- [Your task]: With nothing left out, repeat every entry exactly.

▽

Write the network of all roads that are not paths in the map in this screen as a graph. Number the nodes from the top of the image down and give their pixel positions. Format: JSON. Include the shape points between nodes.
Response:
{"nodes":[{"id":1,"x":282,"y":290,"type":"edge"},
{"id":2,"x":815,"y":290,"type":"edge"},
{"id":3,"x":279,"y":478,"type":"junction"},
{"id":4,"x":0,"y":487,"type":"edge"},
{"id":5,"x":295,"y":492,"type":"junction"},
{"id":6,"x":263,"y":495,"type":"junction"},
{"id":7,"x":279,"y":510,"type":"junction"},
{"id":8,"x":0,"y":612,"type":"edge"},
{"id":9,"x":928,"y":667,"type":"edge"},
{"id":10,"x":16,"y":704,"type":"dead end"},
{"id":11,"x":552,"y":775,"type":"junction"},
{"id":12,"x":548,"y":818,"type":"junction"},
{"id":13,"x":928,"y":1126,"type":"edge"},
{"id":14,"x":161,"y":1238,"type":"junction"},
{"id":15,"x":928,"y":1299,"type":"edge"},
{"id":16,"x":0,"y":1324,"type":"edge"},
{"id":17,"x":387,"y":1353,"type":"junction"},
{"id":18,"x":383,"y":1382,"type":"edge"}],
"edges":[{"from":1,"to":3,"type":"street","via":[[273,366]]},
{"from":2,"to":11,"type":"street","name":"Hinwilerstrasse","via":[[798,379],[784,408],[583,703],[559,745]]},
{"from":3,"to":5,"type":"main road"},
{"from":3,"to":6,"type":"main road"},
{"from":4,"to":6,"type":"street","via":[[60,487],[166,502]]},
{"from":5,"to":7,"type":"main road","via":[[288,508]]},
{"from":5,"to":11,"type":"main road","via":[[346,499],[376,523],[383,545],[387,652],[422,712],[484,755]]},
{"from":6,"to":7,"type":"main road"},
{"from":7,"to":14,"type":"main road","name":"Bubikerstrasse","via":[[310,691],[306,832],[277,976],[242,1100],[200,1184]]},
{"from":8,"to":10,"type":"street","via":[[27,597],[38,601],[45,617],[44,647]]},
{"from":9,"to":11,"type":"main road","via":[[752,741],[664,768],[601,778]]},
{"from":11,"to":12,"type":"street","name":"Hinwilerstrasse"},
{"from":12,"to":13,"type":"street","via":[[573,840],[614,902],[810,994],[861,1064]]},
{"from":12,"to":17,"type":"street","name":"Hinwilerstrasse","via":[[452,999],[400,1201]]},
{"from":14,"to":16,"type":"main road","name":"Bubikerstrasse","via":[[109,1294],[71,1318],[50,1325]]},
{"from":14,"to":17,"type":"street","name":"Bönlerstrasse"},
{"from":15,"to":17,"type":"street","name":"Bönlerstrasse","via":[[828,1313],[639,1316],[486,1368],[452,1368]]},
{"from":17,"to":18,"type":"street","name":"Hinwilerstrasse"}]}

△

- [Exercise answer]:
Write the network of all roads that are not paths in the map in this screen as a graph. Number the nodes from the top of the image down and give their pixel positions. Format: JSON. Include the shape points between nodes.
Response:
{"nodes":[{"id":1,"x":282,"y":290,"type":"edge"},
{"id":2,"x":815,"y":290,"type":"edge"},
{"id":3,"x":279,"y":478,"type":"junction"},
{"id":4,"x":0,"y":487,"type":"edge"},
{"id":5,"x":295,"y":492,"type":"junction"},
{"id":6,"x":263,"y":495,"type":"junction"},
{"id":7,"x":279,"y":510,"type":"junction"},
{"id":8,"x":0,"y":612,"type":"edge"},
{"id":9,"x":928,"y":667,"type":"edge"},
{"id":10,"x":16,"y":704,"type":"dead end"},
{"id":11,"x":552,"y":775,"type":"junction"},
{"id":12,"x":548,"y":818,"type":"junction"},
{"id":13,"x":928,"y":1126,"type":"edge"},
{"id":14,"x":161,"y":1238,"type":"junction"},
{"id":15,"x":928,"y":1299,"type":"edge"},
{"id":16,"x":0,"y":1324,"type":"edge"},
{"id":17,"x":387,"y":1353,"type":"junction"},
{"id":18,"x":383,"y":1382,"type":"edge"}],
"edges":[{"from":1,"to":3,"type":"street","via":[[273,366]]},
{"from":2,"to":11,"type":"street","name":"Hinwilerstrasse","via":[[798,379],[784,408],[583,703],[559,745]]},
{"from":3,"to":5,"type":"main road"},
{"from":3,"to":6,"type":"main road"},
{"from":4,"to":6,"type":"street","via":[[60,487],[166,502]]},
{"from":5,"to":7,"type":"main road","via":[[288,508]]},
{"from":5,"to":11,"type":"main road","via":[[346,499],[376,523],[383,545],[387,652],[422,712],[484,755]]},
{"from":6,"to":7,"type":"main road"},
{"from":7,"to":14,"type":"main road","name":"Bubikerstrasse","via":[[310,691],[306,832],[277,976],[242,1100],[200,1184]]},
{"from":8,"to":10,"type":"street","via":[[27,597],[38,601],[45,617],[44,647]]},
{"from":9,"to":11,"type":"main road","via":[[752,741],[664,768],[601,778]]},
{"from":11,"to":12,"type":"street","name":"Hinwilerstrasse"},
{"from":12,"to":13,"type":"street","via":[[573,840],[614,902],[810,994],[861,1064]]},
{"from":12,"to":17,"type":"street","name":"Hinwilerstrasse","via":[[452,999],[400,1201]]},
{"from":14,"to":16,"type":"main road","name":"Bubikerstrasse","via":[[109,1294],[71,1318],[50,1325]]},
{"from":14,"to":17,"type":"street","name":"Bönlerstrasse"},
{"from":15,"to":17,"type":"street","name":"Bönlerstrasse","via":[[828,1313],[639,1316],[486,1368],[452,1368]]},
{"from":17,"to":18,"type":"street","name":"Hinwilerstrasse"}]}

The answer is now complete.